Tomo prestada tu muerte, Horacio. En Buenos Aires, dónde, si no; de madrugada. Y, a ti, Homero, una esquina antigua, una ventana y un terraplén.
Como un puente entre dos orillas que son la misma: el rostro y su reflejo, la palma y su envés. Horacio y Homero, Santa Fe y más allá y los silencios del que ni se tiene ni a sí mismo para escucharse el decir, el dudar.
Tomo prestado tu territorio: las arrugas de tus calles lunares, subterráneas y suburbanas donde los olvidos se niegan a consumarse en tapia y baldío sin identidad: un Vamos Boca, o un Viva Perón trasnochado, aguantando en una pintura de insistencia y carie.
Tomo prestadas las formas de irse de ciertas dignidades: la tuya, principalmente, Maga - ¿eras vos, a las cuatro y tantas por Ramón Carrillo? O más bien, las sigo, seducido, amarrado a la imagen de esa lacia negrura que perdió el nombre, pero no el vaivén delicado, ni la perseverante partida.

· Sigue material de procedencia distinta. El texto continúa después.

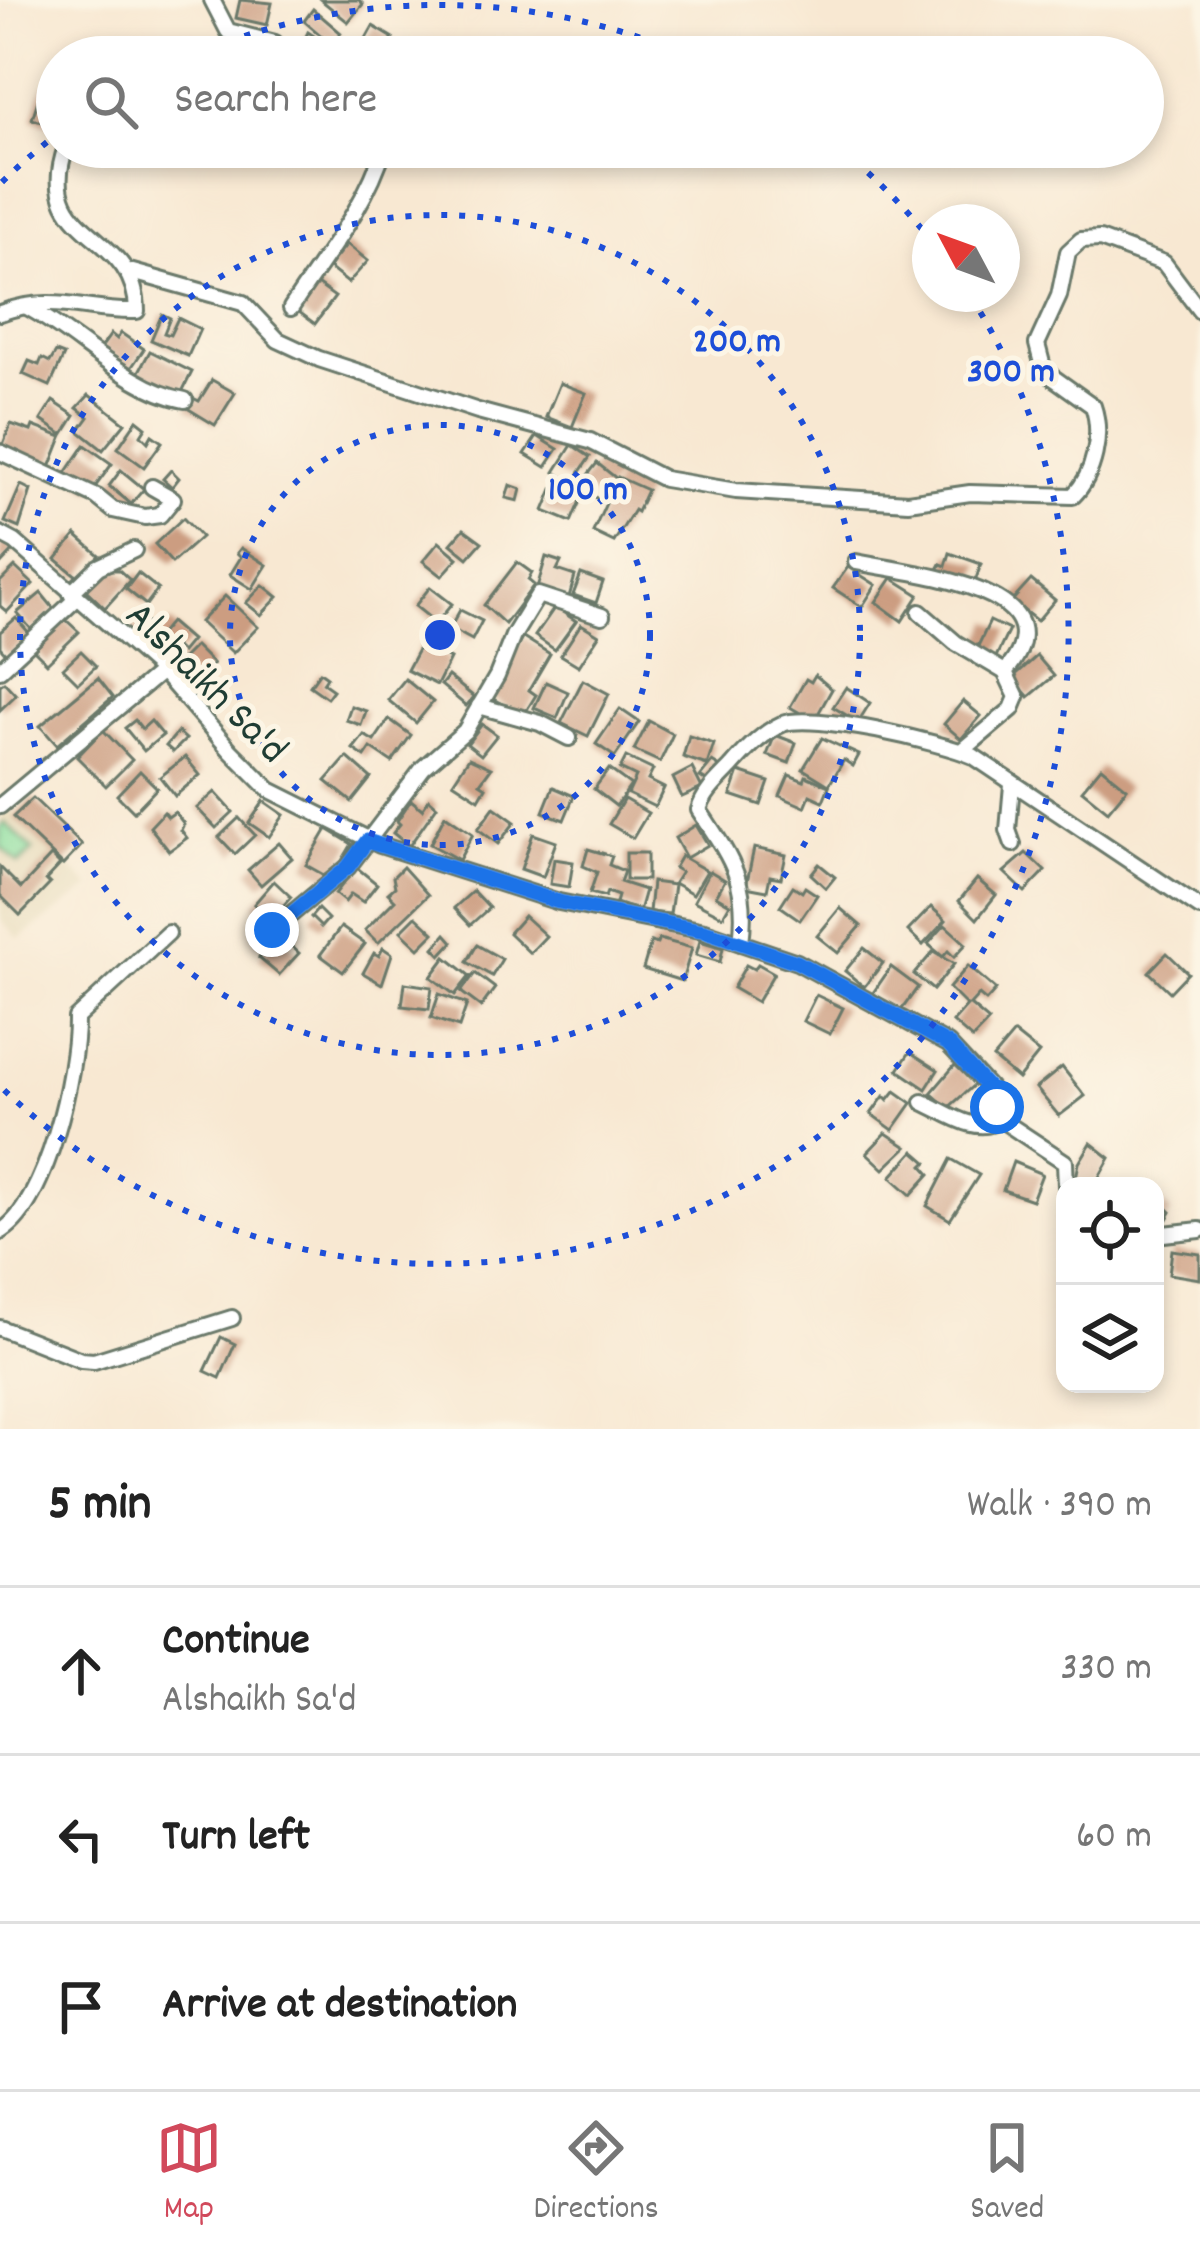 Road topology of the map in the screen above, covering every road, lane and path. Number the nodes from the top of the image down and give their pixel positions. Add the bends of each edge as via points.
1 (212, 0) edge
2 (240, 36) edge
3 (62, 168) edge
4 (377, 168) edge
5 (129, 271) junction
6 (22, 305) junction
7 (291, 308) dead end
8 (1200, 311) edge
9 (0, 313) edge
10 (185, 400) dead end
11 (0, 452) edge
12 (152, 487) dead end
13 (0, 535) edge
14 (134, 550) dead end
15 (856, 562) dead end
16 (74, 596) junction
17 (920, 612) dead end
18 (602, 616) dead end
19 (0, 670) edge
20 (163, 670) junction
21 (1005, 672) junction
22 (479, 706) junction
23 (568, 738) dead end
24 (962, 751) junction
25 (1012, 785) junction
26 (0, 806) edge
27 (367, 841) junction
28 (1013, 844) dead end
29 (1200, 908) edge
30 (272, 930) dead end
31 (168, 933) dead end
32 (741, 943) junction
33 (923, 1102) dead end
34 (1000, 1119) junction
35 (1066, 1177) edge
36 (1200, 1230) edge
37 (0, 1232) edge
38 (1164, 1234) edge
39 (232, 1318) dead end
40 (0, 1328) edge

1 - 2 street via 228,31
3 - 5 street via 63,208
4 - 7 street
5 - 6 street via 137,311
5 - 8 street via 244,303 278,340 319,359 590,441 664,479 908,502 970,493 1073,496 1087,482 1098,418 1044,371 1036,344 1069,252 1081,240 1100,239 1164,263
6 - 9 street
6 - 10 street via 159,396
11 - 12 street via 113,510 160,515 173,499
13 - 16 street, Alshaikh Sa'd
14 - 16 street via 98,567
15 - 21 street via 996,596 1025,633 1022,652
16 - 19 street
16 - 20 street, Alshaikh Sa'd
17 - 21 street
18 - 22 street via 538,595
20 - 26 street
20 - 27 street, Alshaikh Sa'd via 271,790
21 - 24 street via 1017,697 1012,709
22 - 23 street
22 - 27 street
24 - 25 street
24 - 32 street via 854,725 785,722 742,754 699,810 738,870
25 - 28 street
25 - 29 street
27 - 30 street
27 - 32 street, Alshaikh Sa'd via 559,902
31 - 37 street via 76,1018 48,1156 27,1207
32 - 34 street, Alshaikh Sa'd via 797,962 948,1044 988,1088
33 - 34 street via 981,1128
34 - 35 street, Alshaikh Sa'd via 1065,1162
36 - 38 street
39 - 40 street via 94,1360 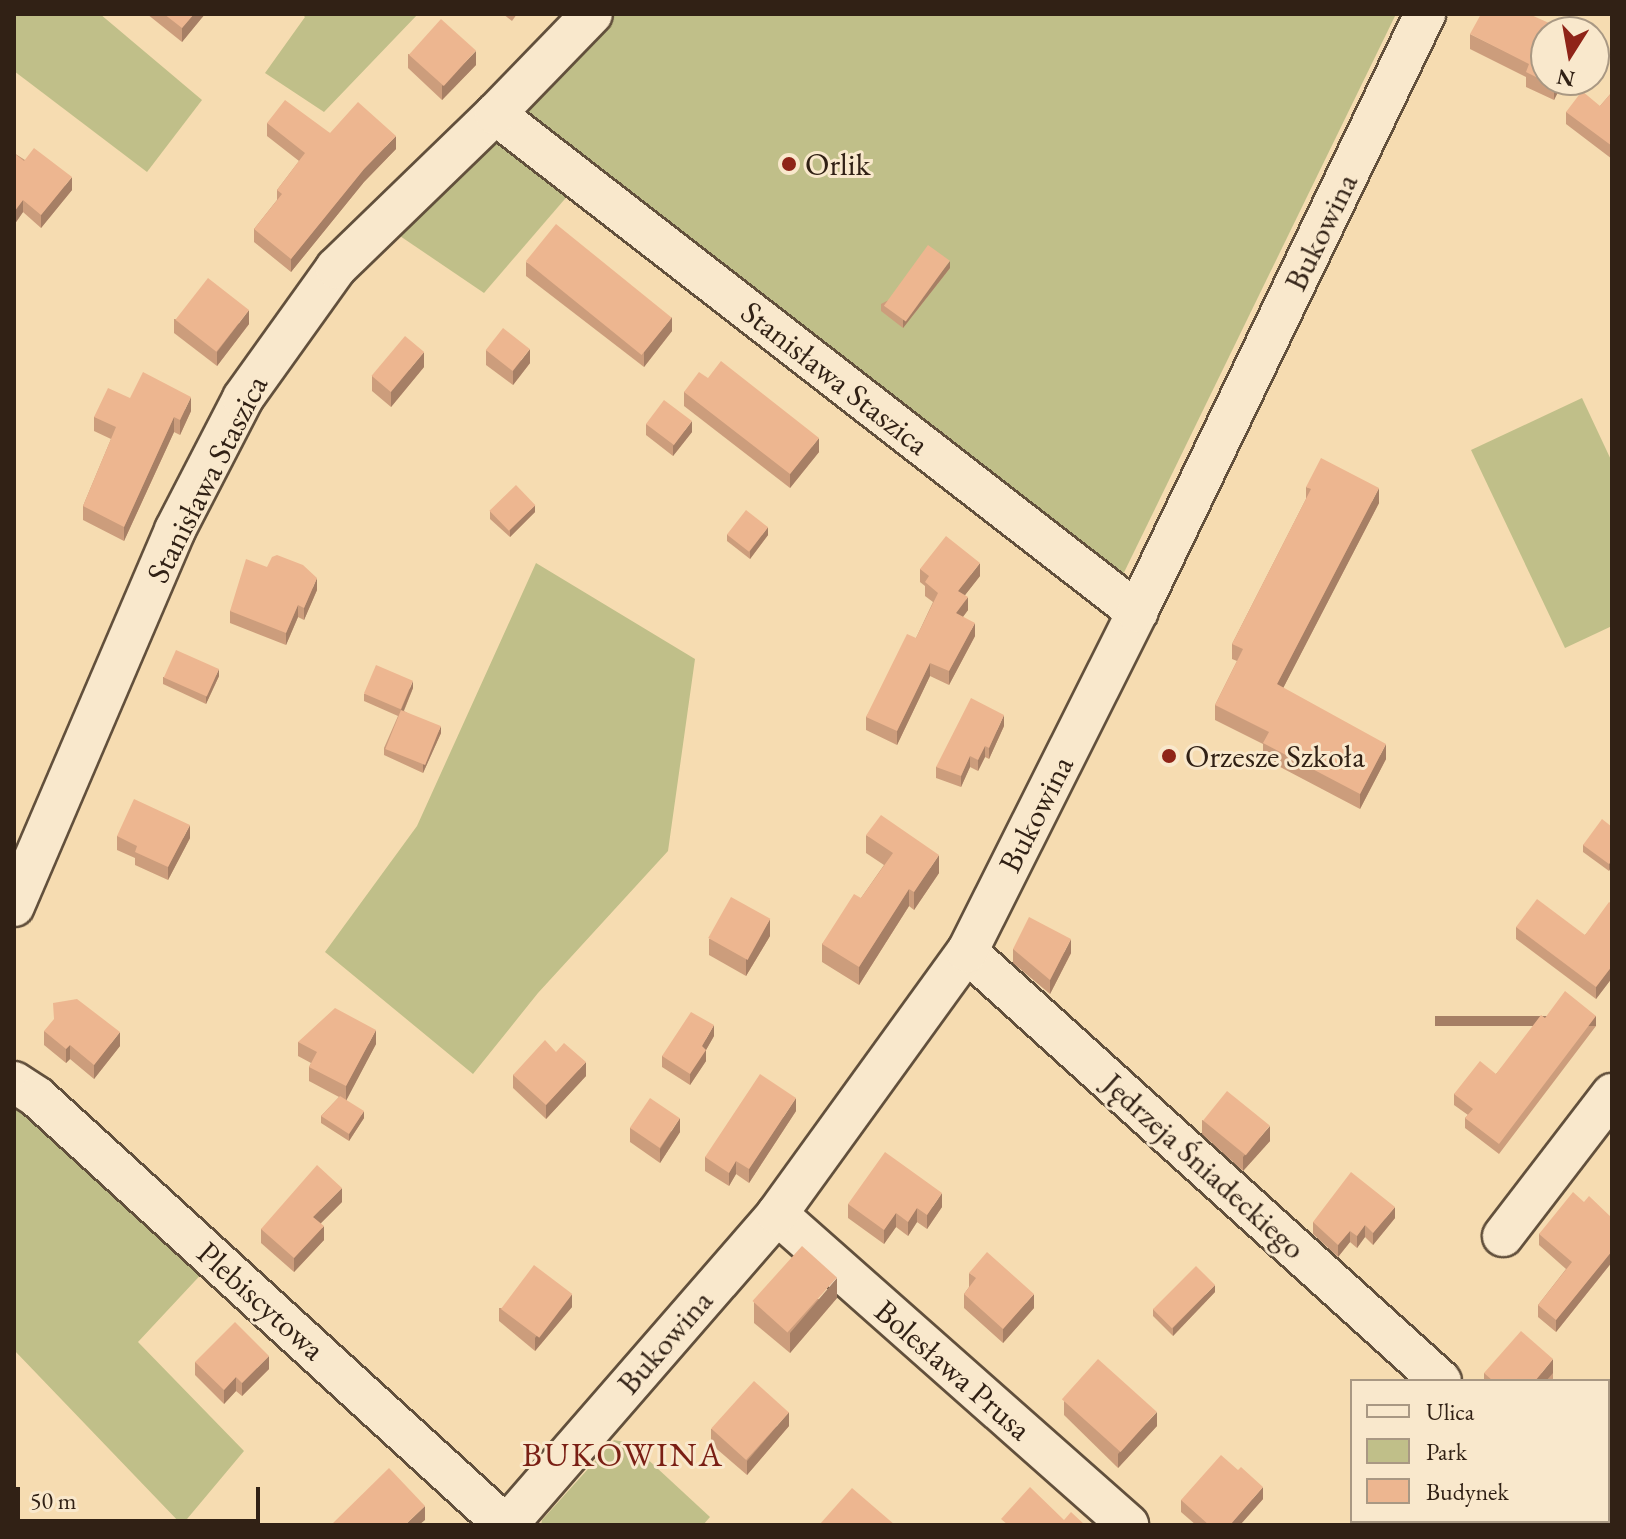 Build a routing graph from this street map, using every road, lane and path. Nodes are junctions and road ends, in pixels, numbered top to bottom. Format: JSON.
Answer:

De vos, Enrique querido, tomo unas pocas primaveras que consienten dos o tres esperanzas de latón y brillo breve, como el de las promesas que suelen adherírseles. Ya sabes, “mil tangos”, para batallar el frío y el hastiado viento de otras bocas, de otros besos.
Permítanme la irreverencia – esta pura palabrita agonizante -, para cruzar de un día a otro sin mojarme demasiado con esas horas que caen, todas iguales, de punta; que los use como un sobretodo enarbolado a la manera de un toldo, entre la esquina y el portal, entre un amor y el siguiente. Mañana, ya desllovido, reintegraré los trozos requisados.